Take every line in the entries that includes the word "nodes" and copy it.
----
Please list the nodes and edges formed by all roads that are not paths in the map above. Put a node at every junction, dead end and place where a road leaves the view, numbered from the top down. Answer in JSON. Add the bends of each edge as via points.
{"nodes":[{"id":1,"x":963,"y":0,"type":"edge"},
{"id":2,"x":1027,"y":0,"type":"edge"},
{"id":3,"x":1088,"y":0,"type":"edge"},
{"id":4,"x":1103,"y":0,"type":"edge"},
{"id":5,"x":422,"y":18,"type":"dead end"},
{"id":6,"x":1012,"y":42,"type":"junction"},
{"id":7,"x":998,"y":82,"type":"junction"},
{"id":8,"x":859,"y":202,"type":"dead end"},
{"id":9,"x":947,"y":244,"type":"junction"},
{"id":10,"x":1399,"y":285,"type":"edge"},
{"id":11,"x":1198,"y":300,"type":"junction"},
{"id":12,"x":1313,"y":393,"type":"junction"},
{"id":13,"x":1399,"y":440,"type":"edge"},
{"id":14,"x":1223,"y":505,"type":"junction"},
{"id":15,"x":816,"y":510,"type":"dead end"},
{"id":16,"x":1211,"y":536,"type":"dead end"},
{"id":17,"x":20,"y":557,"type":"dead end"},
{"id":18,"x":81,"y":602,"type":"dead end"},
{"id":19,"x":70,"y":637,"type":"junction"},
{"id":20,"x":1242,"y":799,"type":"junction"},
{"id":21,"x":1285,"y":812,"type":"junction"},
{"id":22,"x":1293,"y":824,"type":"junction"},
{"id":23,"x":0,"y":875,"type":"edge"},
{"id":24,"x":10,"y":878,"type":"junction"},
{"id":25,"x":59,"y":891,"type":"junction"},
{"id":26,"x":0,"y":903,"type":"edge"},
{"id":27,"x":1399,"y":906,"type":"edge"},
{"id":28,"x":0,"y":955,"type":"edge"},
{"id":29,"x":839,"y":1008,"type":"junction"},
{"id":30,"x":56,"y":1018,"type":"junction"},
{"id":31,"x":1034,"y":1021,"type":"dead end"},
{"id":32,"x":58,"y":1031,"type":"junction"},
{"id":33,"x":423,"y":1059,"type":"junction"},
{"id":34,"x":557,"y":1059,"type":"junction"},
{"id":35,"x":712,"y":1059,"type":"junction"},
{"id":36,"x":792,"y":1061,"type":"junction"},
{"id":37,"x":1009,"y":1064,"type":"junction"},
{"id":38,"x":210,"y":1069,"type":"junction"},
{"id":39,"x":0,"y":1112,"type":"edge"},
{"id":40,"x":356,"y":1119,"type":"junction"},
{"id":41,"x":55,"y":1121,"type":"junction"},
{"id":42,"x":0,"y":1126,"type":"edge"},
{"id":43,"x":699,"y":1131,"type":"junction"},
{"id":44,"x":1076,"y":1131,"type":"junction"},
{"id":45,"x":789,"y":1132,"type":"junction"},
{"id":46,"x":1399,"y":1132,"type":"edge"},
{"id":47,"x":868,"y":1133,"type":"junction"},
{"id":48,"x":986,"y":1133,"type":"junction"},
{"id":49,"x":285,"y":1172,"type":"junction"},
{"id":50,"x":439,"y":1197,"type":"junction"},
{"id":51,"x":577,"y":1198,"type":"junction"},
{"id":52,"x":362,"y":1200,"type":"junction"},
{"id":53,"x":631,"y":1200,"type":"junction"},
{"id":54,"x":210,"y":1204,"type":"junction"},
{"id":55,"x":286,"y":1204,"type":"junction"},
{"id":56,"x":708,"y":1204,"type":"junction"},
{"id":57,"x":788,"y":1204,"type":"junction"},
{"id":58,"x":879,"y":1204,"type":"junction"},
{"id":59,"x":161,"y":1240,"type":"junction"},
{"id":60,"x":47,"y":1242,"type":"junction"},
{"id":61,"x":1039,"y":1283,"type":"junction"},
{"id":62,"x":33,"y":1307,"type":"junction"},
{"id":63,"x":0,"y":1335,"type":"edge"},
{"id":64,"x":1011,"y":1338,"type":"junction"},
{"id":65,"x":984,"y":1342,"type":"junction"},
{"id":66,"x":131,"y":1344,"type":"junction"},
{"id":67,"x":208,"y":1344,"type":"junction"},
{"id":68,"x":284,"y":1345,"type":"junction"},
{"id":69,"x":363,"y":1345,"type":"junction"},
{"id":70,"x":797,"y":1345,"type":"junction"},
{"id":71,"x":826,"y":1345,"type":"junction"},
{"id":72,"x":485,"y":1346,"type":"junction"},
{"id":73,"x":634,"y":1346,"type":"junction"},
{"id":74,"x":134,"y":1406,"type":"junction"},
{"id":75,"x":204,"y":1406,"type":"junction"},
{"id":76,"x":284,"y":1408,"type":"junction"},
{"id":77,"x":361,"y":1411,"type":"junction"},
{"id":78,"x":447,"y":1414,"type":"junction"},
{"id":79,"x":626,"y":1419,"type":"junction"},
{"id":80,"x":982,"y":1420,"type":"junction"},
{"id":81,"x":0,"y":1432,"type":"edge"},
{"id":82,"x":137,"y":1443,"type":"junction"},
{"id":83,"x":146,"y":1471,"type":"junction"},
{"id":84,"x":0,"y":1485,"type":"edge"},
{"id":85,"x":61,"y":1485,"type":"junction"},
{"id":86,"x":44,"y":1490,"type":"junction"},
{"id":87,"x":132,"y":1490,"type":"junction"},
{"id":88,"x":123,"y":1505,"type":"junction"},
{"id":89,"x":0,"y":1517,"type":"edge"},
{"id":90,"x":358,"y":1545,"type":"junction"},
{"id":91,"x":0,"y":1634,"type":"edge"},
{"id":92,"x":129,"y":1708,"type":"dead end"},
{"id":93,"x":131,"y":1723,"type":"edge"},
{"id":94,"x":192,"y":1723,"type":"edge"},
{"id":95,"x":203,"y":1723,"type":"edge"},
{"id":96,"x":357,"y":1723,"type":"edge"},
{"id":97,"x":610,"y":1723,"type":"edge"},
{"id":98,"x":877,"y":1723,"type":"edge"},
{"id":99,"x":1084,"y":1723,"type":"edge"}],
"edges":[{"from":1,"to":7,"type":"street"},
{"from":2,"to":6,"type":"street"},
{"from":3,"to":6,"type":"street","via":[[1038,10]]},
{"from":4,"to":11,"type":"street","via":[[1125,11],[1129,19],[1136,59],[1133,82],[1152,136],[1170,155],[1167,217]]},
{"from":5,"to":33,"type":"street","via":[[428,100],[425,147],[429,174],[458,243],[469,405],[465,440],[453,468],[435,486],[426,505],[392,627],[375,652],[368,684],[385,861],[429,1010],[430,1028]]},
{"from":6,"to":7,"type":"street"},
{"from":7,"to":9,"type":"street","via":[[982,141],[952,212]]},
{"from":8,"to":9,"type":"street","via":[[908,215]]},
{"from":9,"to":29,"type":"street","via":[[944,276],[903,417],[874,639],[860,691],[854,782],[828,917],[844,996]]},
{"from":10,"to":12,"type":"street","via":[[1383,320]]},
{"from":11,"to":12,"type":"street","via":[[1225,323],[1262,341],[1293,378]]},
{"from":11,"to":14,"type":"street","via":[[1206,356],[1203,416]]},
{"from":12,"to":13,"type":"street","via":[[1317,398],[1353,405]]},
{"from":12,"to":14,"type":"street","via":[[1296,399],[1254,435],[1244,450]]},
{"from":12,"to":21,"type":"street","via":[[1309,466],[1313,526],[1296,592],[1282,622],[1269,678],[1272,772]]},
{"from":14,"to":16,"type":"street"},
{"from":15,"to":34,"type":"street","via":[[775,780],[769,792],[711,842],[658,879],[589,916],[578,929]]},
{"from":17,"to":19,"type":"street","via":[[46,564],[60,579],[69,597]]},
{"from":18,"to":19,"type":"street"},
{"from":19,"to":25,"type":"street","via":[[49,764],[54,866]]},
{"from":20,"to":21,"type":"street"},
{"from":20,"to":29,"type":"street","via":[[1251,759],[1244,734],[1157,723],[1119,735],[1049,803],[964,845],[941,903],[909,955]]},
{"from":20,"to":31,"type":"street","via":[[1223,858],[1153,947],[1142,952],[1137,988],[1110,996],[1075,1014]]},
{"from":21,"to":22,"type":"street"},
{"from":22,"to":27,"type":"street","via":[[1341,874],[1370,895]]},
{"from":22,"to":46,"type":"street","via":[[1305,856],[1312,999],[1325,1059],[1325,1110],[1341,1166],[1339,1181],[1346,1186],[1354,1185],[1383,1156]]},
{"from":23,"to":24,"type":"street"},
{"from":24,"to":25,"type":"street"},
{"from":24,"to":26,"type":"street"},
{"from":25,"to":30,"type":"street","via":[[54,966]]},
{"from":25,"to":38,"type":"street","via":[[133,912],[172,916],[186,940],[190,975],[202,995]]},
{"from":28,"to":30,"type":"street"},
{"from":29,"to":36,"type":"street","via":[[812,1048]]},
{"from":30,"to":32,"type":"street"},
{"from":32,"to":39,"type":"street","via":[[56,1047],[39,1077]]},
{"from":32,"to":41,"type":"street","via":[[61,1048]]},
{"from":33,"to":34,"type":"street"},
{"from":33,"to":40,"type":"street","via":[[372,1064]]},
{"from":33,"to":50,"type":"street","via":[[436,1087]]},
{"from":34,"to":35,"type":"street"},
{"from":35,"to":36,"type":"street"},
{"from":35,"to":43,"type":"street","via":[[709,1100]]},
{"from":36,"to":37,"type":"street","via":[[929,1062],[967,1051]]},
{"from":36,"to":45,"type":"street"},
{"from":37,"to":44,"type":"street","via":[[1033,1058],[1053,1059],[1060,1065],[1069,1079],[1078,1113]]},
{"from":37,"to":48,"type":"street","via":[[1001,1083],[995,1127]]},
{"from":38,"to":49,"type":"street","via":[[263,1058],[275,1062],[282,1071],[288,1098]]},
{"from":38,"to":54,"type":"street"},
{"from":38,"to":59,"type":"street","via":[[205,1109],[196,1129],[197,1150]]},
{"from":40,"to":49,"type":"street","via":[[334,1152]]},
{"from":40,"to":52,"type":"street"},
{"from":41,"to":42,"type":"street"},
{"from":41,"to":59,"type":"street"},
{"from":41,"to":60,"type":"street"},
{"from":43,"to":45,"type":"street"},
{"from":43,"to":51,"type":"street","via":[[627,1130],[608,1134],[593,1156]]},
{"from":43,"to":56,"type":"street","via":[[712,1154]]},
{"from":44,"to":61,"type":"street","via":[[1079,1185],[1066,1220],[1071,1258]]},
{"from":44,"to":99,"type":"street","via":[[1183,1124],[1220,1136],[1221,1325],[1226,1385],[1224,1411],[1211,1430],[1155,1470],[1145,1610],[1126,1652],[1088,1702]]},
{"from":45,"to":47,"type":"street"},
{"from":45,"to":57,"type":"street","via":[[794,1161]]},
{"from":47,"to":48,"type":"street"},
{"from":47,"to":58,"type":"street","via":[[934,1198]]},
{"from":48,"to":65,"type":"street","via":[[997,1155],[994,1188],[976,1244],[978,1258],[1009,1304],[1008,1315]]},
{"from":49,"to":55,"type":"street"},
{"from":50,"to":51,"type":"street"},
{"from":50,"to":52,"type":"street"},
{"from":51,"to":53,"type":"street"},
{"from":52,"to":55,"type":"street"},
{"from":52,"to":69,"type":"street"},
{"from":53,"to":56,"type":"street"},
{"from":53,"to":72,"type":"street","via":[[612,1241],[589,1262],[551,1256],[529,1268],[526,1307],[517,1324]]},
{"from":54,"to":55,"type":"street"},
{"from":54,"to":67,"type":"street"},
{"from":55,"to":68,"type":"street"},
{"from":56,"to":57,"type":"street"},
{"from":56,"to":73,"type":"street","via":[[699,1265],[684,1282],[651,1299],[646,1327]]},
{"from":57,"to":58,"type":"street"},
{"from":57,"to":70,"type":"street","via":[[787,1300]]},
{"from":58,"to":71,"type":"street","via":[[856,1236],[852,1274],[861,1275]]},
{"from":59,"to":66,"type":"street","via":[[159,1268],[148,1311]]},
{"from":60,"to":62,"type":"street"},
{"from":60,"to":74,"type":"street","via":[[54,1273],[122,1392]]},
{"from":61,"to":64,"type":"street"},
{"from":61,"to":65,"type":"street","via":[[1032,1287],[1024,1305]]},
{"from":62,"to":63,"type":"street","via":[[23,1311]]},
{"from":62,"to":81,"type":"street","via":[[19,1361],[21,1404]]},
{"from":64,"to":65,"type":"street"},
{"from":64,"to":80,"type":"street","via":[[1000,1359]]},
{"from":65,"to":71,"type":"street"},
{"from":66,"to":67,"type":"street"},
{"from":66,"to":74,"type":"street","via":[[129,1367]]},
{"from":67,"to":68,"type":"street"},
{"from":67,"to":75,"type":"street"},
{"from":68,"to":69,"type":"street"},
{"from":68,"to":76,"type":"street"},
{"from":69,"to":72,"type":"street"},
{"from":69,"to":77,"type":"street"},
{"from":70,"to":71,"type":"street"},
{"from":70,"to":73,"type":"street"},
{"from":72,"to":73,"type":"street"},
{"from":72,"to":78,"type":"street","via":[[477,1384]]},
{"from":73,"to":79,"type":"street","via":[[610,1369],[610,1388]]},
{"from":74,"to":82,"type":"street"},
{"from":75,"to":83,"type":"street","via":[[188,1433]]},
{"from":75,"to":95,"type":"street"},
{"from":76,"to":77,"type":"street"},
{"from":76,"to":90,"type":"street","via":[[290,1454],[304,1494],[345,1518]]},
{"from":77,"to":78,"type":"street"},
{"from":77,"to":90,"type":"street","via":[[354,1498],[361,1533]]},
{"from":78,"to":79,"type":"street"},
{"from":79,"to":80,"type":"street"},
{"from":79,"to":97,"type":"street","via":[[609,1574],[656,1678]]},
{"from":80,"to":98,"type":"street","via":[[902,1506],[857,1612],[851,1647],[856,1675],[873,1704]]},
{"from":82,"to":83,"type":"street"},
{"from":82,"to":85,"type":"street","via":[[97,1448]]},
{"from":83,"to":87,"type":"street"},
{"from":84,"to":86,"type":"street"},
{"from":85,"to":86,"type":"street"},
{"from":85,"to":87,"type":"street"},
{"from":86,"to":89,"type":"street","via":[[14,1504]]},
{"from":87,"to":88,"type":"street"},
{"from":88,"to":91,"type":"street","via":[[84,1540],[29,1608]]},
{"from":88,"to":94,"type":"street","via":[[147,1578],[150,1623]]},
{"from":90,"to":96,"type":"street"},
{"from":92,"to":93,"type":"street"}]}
----
WRITTEN ANSWER:
Please list the nodes and edges formed by all roads that are not paths in the map above. Put a node at every junction, dead end and place where a road leaves the view, numbered from the top down. Answer in JSON. Add the bends of each edge as via points.
{"nodes":[{"id":1,"x":963,"y":0,"type":"edge"},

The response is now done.